:: What you have to do ::
Could you reproduce the lines below from the one with "M686,1124V1214L652,1240L613,1185L661,1147L660,1146Z" through the one with "M412,2404C422,2398 433,2391 444,2386C491,2364"? Keep both ends and add nothing.

:: Data shown ::
━━━━━━━━━━━━━━━━━━━━

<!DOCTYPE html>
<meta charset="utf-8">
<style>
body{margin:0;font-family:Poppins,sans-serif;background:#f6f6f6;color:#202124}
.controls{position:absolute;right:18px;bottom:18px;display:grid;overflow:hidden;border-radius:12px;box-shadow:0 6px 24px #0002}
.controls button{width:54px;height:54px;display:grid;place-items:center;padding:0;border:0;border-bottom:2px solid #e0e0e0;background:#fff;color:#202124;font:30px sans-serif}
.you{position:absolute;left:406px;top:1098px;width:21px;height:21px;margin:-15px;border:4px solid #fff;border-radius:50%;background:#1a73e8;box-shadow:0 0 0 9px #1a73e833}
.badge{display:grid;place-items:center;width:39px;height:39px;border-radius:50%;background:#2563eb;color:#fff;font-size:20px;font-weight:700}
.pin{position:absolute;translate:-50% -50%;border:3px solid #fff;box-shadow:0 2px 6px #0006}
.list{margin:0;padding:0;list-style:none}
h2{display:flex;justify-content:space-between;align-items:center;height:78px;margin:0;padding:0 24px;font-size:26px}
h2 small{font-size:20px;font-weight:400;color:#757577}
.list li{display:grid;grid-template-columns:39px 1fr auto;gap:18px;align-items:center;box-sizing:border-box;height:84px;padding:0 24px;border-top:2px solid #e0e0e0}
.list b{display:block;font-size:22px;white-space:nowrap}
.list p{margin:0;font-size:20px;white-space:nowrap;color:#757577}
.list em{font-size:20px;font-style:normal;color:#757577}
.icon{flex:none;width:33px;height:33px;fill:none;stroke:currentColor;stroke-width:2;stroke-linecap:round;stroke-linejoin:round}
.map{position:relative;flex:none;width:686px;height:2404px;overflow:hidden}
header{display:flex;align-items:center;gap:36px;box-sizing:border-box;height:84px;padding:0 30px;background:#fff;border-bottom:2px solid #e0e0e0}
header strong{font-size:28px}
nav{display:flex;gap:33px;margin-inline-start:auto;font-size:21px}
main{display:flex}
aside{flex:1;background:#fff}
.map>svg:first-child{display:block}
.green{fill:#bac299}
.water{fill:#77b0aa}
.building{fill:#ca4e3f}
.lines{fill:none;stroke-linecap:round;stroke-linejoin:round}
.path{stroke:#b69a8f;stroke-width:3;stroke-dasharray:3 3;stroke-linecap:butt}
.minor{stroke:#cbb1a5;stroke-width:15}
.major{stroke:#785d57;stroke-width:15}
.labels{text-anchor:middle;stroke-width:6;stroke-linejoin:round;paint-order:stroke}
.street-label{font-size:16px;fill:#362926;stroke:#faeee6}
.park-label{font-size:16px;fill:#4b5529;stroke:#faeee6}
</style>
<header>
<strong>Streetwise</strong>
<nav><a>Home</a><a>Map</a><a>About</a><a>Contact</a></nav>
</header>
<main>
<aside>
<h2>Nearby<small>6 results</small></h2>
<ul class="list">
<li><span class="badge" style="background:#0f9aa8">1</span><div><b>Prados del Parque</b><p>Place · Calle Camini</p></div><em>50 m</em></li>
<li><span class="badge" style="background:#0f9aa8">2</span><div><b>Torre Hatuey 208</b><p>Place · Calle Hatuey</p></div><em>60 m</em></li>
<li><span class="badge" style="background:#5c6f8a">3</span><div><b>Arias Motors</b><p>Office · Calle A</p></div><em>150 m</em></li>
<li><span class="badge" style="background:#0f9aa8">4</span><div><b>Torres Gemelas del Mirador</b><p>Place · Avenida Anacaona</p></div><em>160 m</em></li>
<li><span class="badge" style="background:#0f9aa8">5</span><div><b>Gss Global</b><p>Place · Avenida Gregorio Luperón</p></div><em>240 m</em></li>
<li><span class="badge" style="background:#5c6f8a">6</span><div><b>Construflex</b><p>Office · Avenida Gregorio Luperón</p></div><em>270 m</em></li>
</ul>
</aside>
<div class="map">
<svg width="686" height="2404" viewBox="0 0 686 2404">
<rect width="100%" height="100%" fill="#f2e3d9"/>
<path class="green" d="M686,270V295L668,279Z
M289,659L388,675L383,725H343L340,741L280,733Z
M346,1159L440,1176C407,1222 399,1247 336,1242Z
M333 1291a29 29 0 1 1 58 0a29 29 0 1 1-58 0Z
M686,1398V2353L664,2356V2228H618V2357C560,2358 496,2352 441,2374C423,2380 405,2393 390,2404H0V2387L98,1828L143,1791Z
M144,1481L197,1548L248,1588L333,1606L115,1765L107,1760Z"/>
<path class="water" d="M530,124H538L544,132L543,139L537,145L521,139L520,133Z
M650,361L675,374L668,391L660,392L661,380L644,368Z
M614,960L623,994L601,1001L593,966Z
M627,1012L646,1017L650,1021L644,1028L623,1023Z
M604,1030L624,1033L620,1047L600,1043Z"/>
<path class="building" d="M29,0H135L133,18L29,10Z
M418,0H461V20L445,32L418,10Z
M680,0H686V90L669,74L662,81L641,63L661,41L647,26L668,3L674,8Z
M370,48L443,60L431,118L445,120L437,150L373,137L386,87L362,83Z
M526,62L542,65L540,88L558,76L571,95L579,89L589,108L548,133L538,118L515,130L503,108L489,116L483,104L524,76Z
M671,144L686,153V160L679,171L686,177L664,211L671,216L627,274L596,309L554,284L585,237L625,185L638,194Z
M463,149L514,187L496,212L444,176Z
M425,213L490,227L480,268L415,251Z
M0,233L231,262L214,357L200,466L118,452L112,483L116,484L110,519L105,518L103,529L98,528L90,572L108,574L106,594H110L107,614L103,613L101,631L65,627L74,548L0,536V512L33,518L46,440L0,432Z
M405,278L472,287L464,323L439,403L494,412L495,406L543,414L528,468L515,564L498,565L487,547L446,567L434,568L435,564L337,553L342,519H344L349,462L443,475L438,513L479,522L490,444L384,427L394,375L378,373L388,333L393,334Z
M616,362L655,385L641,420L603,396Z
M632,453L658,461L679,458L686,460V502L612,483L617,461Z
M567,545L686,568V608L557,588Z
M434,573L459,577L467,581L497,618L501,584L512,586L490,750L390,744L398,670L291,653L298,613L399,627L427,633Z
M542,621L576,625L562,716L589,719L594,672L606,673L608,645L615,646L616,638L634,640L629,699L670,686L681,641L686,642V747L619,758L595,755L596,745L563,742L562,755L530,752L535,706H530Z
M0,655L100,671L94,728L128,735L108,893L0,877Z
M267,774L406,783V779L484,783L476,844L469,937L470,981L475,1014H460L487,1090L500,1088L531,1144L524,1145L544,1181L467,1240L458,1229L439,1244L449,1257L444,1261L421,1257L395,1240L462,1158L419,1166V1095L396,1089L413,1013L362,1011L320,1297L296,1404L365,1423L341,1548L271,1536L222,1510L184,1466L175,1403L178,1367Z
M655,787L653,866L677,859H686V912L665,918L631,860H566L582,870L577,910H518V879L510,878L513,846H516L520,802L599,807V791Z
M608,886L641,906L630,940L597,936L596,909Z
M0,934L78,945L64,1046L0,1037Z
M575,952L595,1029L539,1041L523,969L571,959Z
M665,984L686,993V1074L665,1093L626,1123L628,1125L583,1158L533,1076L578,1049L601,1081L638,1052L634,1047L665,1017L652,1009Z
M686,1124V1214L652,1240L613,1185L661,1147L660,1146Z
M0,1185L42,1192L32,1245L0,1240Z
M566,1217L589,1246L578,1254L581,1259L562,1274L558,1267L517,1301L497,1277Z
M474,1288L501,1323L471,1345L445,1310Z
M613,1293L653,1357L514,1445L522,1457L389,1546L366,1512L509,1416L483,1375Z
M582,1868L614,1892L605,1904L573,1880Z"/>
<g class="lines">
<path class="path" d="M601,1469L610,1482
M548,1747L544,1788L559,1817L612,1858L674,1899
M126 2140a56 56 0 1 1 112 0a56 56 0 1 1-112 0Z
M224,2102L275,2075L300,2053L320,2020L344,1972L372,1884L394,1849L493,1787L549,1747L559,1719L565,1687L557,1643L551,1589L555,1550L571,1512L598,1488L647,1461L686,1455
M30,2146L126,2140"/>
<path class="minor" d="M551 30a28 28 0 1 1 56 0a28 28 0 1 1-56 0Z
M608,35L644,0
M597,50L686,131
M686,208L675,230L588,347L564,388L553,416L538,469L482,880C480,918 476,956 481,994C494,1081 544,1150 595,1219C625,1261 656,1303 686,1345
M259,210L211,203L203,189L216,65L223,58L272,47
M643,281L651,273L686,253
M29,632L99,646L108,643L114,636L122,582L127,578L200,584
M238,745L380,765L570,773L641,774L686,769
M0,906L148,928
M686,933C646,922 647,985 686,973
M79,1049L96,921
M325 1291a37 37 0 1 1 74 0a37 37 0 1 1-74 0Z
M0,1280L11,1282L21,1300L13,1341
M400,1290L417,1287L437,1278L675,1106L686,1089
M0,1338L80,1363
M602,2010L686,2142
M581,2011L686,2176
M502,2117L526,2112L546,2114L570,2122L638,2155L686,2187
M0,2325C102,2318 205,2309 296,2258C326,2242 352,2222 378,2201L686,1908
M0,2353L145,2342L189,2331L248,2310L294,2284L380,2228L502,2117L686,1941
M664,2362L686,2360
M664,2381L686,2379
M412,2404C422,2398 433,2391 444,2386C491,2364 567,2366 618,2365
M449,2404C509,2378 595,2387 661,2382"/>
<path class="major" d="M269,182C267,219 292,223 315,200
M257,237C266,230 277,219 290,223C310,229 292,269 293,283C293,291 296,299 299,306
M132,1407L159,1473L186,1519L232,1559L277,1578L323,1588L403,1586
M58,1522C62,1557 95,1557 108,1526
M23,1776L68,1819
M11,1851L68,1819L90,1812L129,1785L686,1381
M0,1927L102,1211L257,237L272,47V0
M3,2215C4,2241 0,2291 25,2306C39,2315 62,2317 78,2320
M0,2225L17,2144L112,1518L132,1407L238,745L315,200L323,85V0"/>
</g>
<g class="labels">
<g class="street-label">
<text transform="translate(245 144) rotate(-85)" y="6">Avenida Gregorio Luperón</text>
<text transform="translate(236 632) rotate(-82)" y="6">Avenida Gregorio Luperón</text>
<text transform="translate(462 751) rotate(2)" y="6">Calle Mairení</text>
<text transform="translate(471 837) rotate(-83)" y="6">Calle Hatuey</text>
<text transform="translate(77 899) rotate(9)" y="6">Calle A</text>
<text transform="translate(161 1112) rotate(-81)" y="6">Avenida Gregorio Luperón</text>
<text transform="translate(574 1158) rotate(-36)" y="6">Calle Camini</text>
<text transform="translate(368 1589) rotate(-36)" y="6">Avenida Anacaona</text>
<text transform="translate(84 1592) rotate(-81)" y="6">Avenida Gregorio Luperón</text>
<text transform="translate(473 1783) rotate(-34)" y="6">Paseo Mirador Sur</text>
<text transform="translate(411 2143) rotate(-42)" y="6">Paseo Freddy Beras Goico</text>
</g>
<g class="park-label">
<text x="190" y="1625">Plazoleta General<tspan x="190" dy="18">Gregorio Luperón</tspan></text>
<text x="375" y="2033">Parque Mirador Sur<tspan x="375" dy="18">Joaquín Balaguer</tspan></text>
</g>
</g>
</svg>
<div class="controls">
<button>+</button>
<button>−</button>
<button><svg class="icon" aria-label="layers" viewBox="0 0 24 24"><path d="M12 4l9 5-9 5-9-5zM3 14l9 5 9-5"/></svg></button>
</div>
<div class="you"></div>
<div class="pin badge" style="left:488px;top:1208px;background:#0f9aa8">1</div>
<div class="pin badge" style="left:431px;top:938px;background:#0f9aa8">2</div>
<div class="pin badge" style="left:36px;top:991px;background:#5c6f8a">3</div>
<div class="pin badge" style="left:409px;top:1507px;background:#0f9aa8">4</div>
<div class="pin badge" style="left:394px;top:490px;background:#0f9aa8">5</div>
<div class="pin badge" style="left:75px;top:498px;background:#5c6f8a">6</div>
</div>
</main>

━━━━━━━━━━━━━━━━━━━━

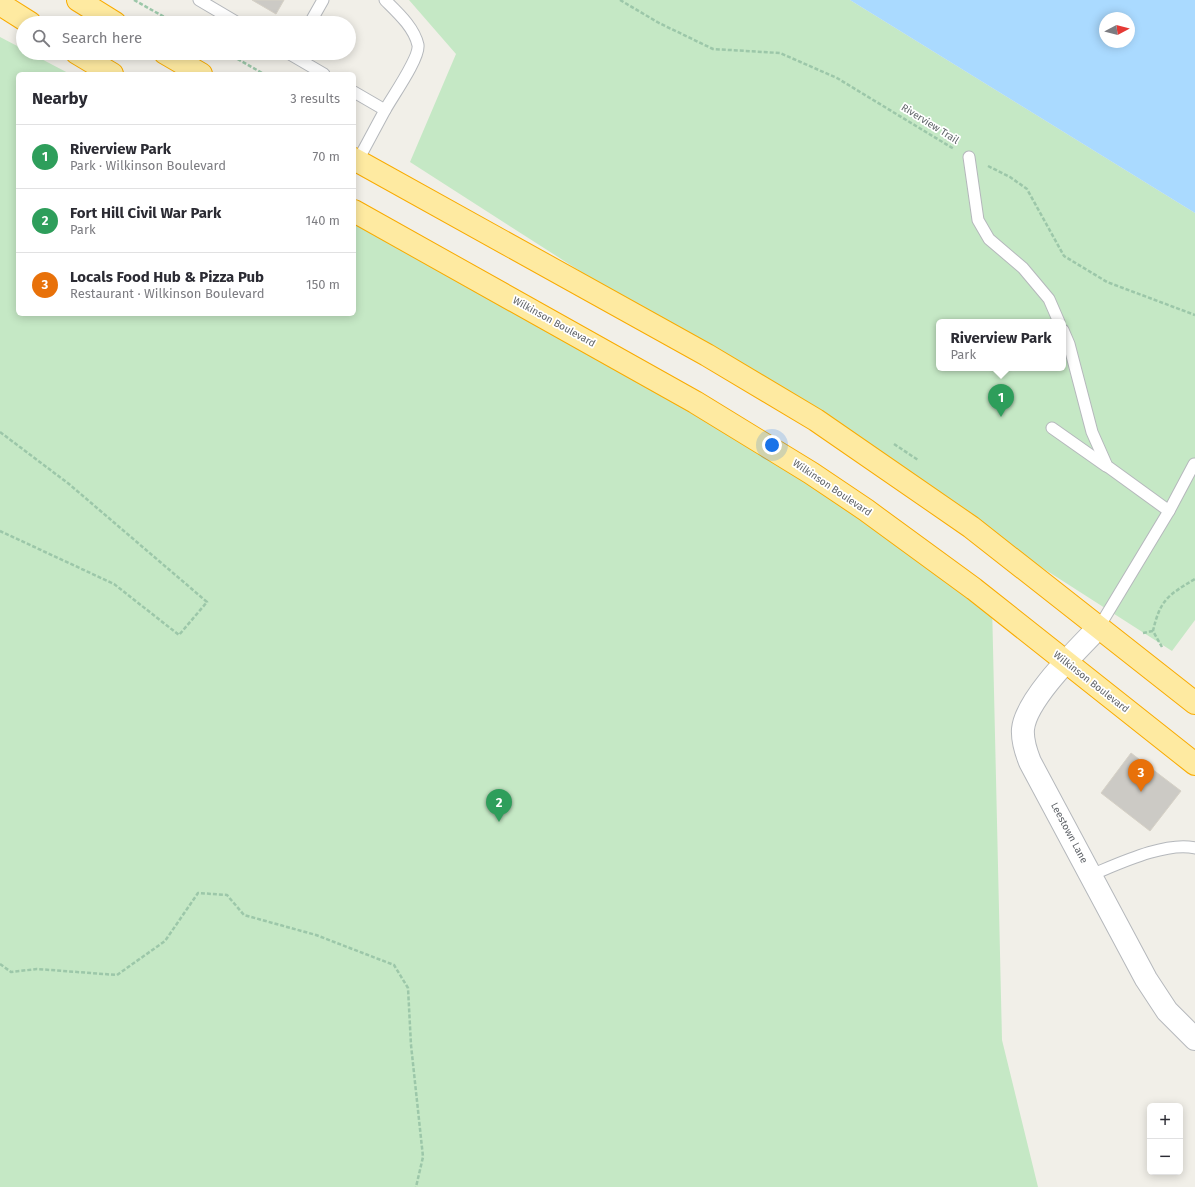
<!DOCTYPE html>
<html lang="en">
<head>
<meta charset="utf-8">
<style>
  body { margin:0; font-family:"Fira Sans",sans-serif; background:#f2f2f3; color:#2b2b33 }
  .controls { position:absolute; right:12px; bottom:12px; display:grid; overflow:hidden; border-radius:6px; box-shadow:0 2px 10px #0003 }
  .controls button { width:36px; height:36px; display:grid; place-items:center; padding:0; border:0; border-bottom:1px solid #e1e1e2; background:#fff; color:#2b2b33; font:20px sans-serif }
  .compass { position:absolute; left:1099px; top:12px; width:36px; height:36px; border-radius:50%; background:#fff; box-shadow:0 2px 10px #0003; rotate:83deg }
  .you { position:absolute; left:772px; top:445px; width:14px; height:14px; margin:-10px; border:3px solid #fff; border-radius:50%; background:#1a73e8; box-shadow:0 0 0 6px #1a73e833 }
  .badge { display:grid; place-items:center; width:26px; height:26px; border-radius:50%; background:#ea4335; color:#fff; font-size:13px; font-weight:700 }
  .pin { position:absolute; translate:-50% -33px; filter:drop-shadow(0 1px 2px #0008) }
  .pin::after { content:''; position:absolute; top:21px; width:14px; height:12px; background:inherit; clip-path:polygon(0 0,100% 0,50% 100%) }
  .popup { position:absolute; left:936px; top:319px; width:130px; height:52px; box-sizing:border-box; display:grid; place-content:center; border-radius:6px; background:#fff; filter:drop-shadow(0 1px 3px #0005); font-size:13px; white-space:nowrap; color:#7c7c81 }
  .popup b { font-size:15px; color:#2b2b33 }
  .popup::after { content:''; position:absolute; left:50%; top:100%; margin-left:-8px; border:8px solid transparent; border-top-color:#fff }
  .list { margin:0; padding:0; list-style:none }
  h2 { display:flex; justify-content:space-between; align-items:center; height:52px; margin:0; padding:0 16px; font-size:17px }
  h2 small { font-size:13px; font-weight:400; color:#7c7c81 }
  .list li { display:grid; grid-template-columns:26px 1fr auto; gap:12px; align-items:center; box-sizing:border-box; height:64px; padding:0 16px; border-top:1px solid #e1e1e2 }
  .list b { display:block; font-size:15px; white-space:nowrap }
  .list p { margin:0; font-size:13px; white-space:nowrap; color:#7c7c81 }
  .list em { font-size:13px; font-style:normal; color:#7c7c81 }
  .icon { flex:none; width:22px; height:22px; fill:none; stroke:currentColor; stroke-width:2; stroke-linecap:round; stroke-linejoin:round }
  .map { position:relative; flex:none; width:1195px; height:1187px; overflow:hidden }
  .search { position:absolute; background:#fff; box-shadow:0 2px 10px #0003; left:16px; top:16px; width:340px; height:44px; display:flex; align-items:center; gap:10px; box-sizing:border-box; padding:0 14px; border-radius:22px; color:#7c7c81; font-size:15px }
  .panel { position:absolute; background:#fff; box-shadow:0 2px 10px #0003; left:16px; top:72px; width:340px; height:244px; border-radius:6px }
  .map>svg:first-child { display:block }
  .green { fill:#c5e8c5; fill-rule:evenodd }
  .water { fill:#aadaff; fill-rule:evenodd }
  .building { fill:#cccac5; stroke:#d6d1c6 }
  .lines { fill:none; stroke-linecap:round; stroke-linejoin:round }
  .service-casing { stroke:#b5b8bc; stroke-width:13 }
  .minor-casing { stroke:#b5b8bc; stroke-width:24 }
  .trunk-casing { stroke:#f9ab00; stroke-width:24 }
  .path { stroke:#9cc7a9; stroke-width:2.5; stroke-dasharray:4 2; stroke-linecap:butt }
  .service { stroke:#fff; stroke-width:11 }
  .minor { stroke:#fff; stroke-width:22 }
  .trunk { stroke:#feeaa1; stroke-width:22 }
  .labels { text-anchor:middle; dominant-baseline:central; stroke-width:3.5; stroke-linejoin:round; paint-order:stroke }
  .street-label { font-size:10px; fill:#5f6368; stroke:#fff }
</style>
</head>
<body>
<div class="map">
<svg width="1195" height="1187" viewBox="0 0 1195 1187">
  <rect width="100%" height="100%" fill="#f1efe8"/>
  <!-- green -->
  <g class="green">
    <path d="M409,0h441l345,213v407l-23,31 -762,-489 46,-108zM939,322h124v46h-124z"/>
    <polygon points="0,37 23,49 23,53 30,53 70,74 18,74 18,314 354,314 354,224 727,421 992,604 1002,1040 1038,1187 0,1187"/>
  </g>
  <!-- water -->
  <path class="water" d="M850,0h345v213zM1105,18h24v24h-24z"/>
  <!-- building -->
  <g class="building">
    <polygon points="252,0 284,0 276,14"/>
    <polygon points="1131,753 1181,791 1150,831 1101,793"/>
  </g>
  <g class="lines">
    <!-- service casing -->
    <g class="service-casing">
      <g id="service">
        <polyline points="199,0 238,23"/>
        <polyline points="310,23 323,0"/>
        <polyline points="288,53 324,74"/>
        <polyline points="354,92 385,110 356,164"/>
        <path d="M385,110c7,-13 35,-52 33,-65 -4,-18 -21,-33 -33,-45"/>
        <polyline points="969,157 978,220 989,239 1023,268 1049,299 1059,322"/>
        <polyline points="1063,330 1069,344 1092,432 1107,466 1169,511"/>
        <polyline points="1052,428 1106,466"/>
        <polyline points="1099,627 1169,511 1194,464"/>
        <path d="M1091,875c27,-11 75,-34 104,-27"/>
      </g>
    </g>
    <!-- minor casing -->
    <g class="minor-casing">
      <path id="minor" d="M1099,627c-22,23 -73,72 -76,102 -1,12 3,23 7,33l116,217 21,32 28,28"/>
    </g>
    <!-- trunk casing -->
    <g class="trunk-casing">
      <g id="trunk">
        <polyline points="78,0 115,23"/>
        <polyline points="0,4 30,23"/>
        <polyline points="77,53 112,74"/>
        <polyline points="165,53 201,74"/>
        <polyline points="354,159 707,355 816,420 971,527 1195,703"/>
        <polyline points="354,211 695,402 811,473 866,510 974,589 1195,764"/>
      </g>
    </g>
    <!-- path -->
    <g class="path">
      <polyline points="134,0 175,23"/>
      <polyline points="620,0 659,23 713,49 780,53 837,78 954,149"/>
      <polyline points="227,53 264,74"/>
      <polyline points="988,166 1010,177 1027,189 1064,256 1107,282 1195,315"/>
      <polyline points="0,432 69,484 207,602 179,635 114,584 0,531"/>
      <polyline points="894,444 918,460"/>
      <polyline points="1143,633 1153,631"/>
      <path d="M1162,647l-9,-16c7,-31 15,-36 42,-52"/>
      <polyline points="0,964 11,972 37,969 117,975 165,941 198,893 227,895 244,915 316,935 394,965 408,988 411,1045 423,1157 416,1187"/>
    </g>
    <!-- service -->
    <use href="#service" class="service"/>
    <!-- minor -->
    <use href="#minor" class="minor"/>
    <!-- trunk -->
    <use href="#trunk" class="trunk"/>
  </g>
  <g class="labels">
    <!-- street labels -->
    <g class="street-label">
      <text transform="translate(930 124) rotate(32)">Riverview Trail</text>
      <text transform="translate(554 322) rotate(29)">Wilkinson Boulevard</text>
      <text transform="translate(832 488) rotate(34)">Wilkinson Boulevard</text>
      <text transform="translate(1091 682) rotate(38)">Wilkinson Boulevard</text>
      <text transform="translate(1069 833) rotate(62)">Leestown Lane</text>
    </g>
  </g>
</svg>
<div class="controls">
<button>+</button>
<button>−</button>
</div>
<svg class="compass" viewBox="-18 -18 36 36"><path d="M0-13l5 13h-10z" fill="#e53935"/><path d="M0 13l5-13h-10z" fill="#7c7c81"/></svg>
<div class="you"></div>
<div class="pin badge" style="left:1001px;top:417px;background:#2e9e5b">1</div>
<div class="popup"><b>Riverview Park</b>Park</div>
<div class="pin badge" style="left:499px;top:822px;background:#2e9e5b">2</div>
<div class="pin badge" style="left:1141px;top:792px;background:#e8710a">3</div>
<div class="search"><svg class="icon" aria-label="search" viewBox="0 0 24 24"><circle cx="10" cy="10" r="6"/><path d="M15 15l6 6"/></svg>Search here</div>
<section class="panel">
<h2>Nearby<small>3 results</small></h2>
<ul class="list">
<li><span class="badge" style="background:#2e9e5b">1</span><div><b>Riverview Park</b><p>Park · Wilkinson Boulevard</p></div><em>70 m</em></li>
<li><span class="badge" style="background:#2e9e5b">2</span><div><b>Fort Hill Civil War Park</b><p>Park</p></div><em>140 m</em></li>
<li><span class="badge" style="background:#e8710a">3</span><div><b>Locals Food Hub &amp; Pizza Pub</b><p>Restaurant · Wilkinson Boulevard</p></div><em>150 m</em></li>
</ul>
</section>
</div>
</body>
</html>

━━━━━━━━━━━━━━━━━━━━

:: Answer to the exercise ::
M686,1124V1214L652,1240L613,1185L661,1147L660,1146Z
M0,1185L42,1192L32,1245L0,1240Z
M566,1217L589,1246L578,1254L581,1259L562,1274L558,1267L517,1301L497,1277Z
M474,1288L501,1323L471,1345L445,1310Z
M613,1293L653,1357L514,1445L522,1457L389,1546L366,1512L509,1416L483,1375Z
M582,1868L614,1892L605,1904L573,1880Z"/>
<g class="lines">
<path class="path" d="M601,1469L610,1482
M548,1747L544,1788L559,1817L612,1858L674,1899
M126 2140a56 56 0 1 1 112 0a56 56 0 1 1-112 0Z
M224,2102L275,2075L300,2053L320,2020L344,1972L372,1884L394,1849L493,1787L549,1747L559,1719L565,1687L557,1643L551,1589L555,1550L571,1512L598,1488L647,1461L686,1455
M30,2146L126,2140"/>
<path class="minor" d="M551 30a28 28 0 1 1 56 0a28 28 0 1 1-56 0Z
M608,35L644,0
M597,50L686,131
M686,208L675,230L588,347L564,388L553,416L538,469L482,880C480,918 476,956 481,994C494,1081 544,1150 595,1219C625,1261 656,1303 686,1345
M259,210L211,203L203,189L216,65L223,58L272,47
M643,281L651,273L686,253
M29,632L99,646L108,643L114,636L122,582L127,578L200,584
M238,745L380,765L570,773L641,774L686,769
M0,906L148,928
M686,933C646,922 647,985 686,973
M79,1049L96,921
M325 1291a37 37 0 1 1 74 0a37 37 0 1 1-74 0Z
M0,1280L11,1282L21,1300L13,1341
M400,1290L417,1287L437,1278L675,1106L686,1089
M0,1338L80,1363
M602,2010L686,2142
M581,2011L686,2176
M502,2117L526,2112L546,2114L570,2122L638,2155L686,2187
M0,2325C102,2318 205,2309 296,2258C326,2242 352,2222 378,2201L686,1908
M0,2353L145,2342L189,2331L248,2310L294,2284L380,2228L502,2117L686,1941
M664,2362L686,2360
M664,2381L686,2379
M412,2404C422,2398 433,2391 444,2386C491,2364 567,2366 618,2365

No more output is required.